April 7th A Conversation Piece

I think today was the day my whole life has been leading up to: sitting in the garden dozing and reading a book without any sense that I should be doing something else. It didn't last all day of course, that inner nagging parent, our 'ought to' was soon indicating to me that I ought to be doing something useful like painting the ornamerntal garden owl or even going for the obligatory walk. I cleaned the car just before Christmas so that's not yet become a priority. What would be the point anyway of having a car all dressed up and nowhere to go?


But in that idyllic state between dozing and reading, snatches of conversation wafted in from that little bit of the outside world that is The Common. It was the usual interchange. Conversation as such has virtually ceased. Hurled across the road or bellowed over garden walls it is agreement that we're alright, agreement about the weather, agreement that it's the Spring, agreement that it's a nice environment to be isolated in and agreement that it's dreadful elsewhere. Everyone seems accepting of the situation and in good humour. No debate, no contention, no dialogue, no razor sharp interlocking of ideas or opinions. How we miss the bitter arguments of Brexit! And of course no local gossip. Because there are no posters advertsing forthcoming events, no chatting in the post office or the Loaf we simply don't know what's going on in our own village.
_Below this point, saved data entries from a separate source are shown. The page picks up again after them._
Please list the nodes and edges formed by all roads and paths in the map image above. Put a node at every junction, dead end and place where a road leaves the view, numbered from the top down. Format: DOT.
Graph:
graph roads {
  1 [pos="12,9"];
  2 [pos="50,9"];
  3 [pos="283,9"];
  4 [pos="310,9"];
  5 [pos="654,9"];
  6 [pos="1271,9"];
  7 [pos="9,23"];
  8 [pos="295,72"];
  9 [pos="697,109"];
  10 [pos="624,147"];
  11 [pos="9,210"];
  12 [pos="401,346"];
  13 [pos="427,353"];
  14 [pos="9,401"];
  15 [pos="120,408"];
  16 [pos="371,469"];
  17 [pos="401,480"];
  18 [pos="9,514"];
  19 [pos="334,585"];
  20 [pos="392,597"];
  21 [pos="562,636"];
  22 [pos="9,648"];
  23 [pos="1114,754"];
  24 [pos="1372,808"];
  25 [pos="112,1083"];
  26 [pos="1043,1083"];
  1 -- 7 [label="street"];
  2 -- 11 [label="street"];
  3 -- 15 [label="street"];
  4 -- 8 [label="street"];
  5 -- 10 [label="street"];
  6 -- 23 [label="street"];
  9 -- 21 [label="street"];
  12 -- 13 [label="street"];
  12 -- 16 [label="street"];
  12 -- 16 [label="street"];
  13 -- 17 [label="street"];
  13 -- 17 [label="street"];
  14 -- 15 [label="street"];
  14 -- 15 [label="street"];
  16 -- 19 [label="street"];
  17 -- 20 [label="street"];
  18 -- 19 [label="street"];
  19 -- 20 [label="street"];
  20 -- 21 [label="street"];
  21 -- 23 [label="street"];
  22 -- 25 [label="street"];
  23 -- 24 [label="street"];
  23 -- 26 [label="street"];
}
We know the national, indeed the global news, but we don't hear who's ill in Crich or about the burst water main in Bullbridge until well after the event. I've had emails and texts from friends in Canada, the US, Germany and France and there's a real international solidarity in that because they're all in lockdown. But who's coping and who isn't in Crich neither makes the headlines nor the gossip. Gossip, when it's not malicious is the lubricant of any small community. I like the derivation of the word: God's Sibling - godsib. Your Gossip is your close confidante, your sharing partner.


In our house, meanwhile, we manufacture our own conversation independently. Deirdre has spirited dialogues with her iPad. She pokes and prods it and berates it: Why won't this work? Where's it gone? Ah it's come back again? Why is it doing that? Aware that I'm not supposed to enter into the conversation, I shuffle away, debating with myself, my equal in disputation, whether Boris would qualify as a tragic hero in the Aristotelean sense and if you wear suncream do you need a moisturiser as well. In which case which goes on first? In case I provoke a conflagration of dissension, similar to the scones, jam, cream controversy, I already know the answers.


But I enjoy those scripted conversations across the road . Even the most trivial and repetitative passing encounter reaffirms that we share a common experience, moods, hopes and opinions. So we did the ordained walk and were glad. We stopped and had a couple of proper conversations, both agreeable. On the Tors top the families were out, the sharp silhouette of St.Mary's spire bisected the sky, and from below rose an anthem of lawn mowers and children playing.


I wrote the following a few months ago when things were very different and have just added a line, you can guess which.


A FURTHER CRICH GREETING

Desolate streets,

A dim light swaying.

From the moon’s shadows

A figure steps with a dog.

“Areyouaree?”

I pause to tell him that all pets are anthropomorphic,

That all human encounters are evanescent,

Of my body’s decay, of my latest diagnosis,

Of friends dead, that all life is terminal,

Of the glaciers melting and unimaginable storms gathering,

Of viruses rampaging across the globe untamed

And of the shifting of continents.

But it’s his consonants that have shifted,

A mush of vowels fading into the darkness.

“Areyouaree?”

And I say, “Aye.”

And then I say, “AreyouareeT?” with a plosive final T

Because I’m a foreigner.

“Aye,” he says over his shoulder.

And the moon grins alone behind a cloud.

But in that glimpse of moonlight

One other and I have met and spoken.